» EXTRACTED RECORDS:
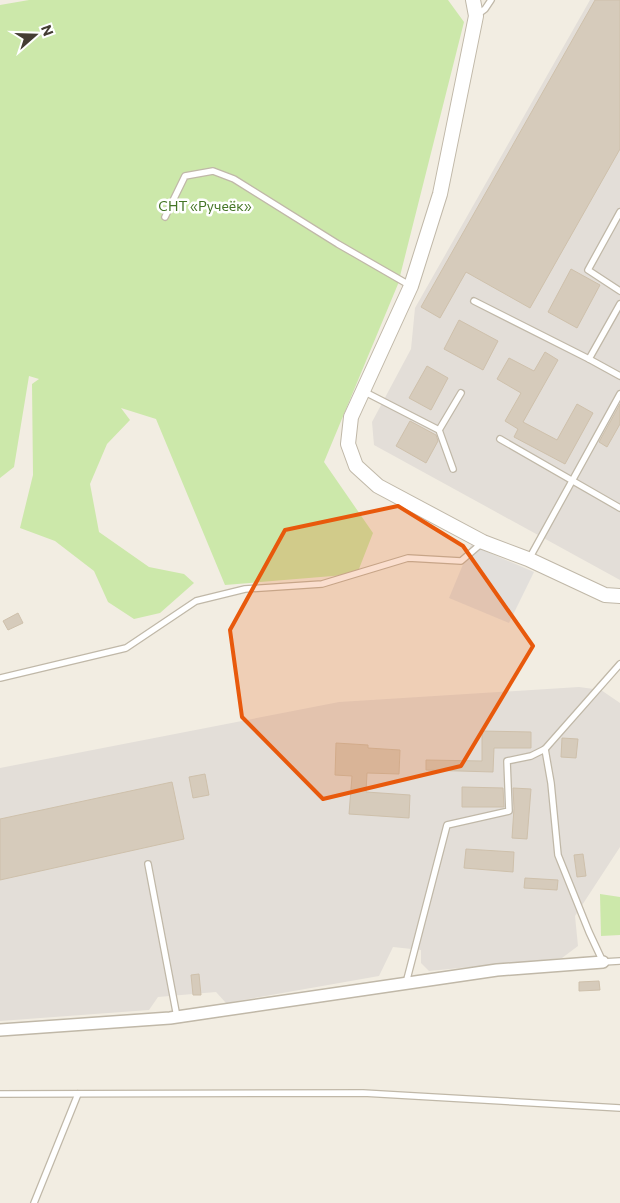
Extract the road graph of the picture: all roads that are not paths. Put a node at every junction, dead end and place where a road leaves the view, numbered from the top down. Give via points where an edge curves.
1 (473, 0) edge
2 (491, 0) edge
3 (476, 16) junction
4 (620, 212) edge
5 (165, 217) dead end
6 (411, 286) junction
7 (620, 291) edge
8 (474, 301) dead end
9 (620, 304) edge
10 (589, 359) junction
11 (620, 376) edge
12 (364, 391) junction
13 (460, 393) dead end
14 (620, 394) edge
15 (439, 430) junction
16 (500, 439) dead end
17 (453, 469) dead end
18 (572, 480) junction
19 (620, 508) edge
20 (483, 542) junction
21 (528, 559) junction
22 (620, 596) edge
23 (620, 664) edge
24 (0, 678) edge
25 (546, 750) junction
26 (148, 864) dead end
27 (620, 961) edge
28 (603, 962) junction
29 (406, 983) junction
30 (177, 1017) junction
31 (0, 1030) edge
32 (0, 1094) edge
33 (78, 1094) junction
34 (620, 1108) edge
35 (34, 1203) edge

1 - 3 street
2 - 3 lane via 486,9
3 - 6 street via 440,194
4 - 7 lane via 588,270
5 - 6 lane via 185,176 213,171 234,179
6 - 12 street
8 - 10 lane
9 - 10 lane
10 - 11 lane
12 - 15 lane
12 - 20 street via 351,417 348,444 356,466 378,486
13 - 15 lane
14 - 18 lane
15 - 17 lane
16 - 18 lane
18 - 19 lane
18 - 21 lane
20 - 21 street
20 - 24 lane via 460,561 408,558 322,584 245,589 196,601 126,648
21 - 22 street via 604,595
23 - 25 lane
25 - 28 lane via 558,855
25 - 29 lane via 507,761 509,811 447,825
26 - 30 lane
27 - 28 lane
28 - 29 street via 497,970
29 - 30 street
30 - 31 street
32 - 33 lane
33 - 34 lane via 362,1093
33 - 35 lane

» WORK ITEM:
Without the pictures, restate all of the entries above verbatim.

» EXERCISE RESPONSE:
Extract the road graph of the picture: all roads that are not paths. Put a node at every junction, dead end and place where a road leaves the view, numbered from the top down. Give via points where an edge curves.
1 (473, 0) edge
2 (491, 0) edge
3 (476, 16) junction
4 (620, 212) edge
5 (165, 217) dead end
6 (411, 286) junction
7 (620, 291) edge
8 (474, 301) dead end
9 (620, 304) edge
10 (589, 359) junction
11 (620, 376) edge
12 (364, 391) junction
13 (460, 393) dead end
14 (620, 394) edge
15 (439, 430) junction
16 (500, 439) dead end
17 (453, 469) dead end
18 (572, 480) junction
19 (620, 508) edge
20 (483, 542) junction
21 (528, 559) junction
22 (620, 596) edge
23 (620, 664) edge
24 (0, 678) edge
25 (546, 750) junction
26 (148, 864) dead end
27 (620, 961) edge
28 (603, 962) junction
29 (406, 983) junction
30 (177, 1017) junction
31 (0, 1030) edge
32 (0, 1094) edge
33 (78, 1094) junction
34 (620, 1108) edge
35 (34, 1203) edge

1 - 3 street
2 - 3 lane via 486,9
3 - 6 street via 440,194
4 - 7 lane via 588,270
5 - 6 lane via 185,176 213,171 234,179
6 - 12 street
8 - 10 lane
9 - 10 lane
10 - 11 lane
12 - 15 lane
12 - 20 street via 351,417 348,444 356,466 378,486
13 - 15 lane
14 - 18 lane
15 - 17 lane
16 - 18 lane
18 - 19 lane
18 - 21 lane
20 - 21 street
20 - 24 lane via 460,561 408,558 322,584 245,589 196,601 126,648
21 - 22 street via 604,595
23 - 25 lane
25 - 28 lane via 558,855
25 - 29 lane via 507,761 509,811 447,825
26 - 30 lane
27 - 28 lane
28 - 29 street via 497,970
29 - 30 street
30 - 31 street
32 - 33 lane
33 - 34 lane via 362,1093
33 - 35 lane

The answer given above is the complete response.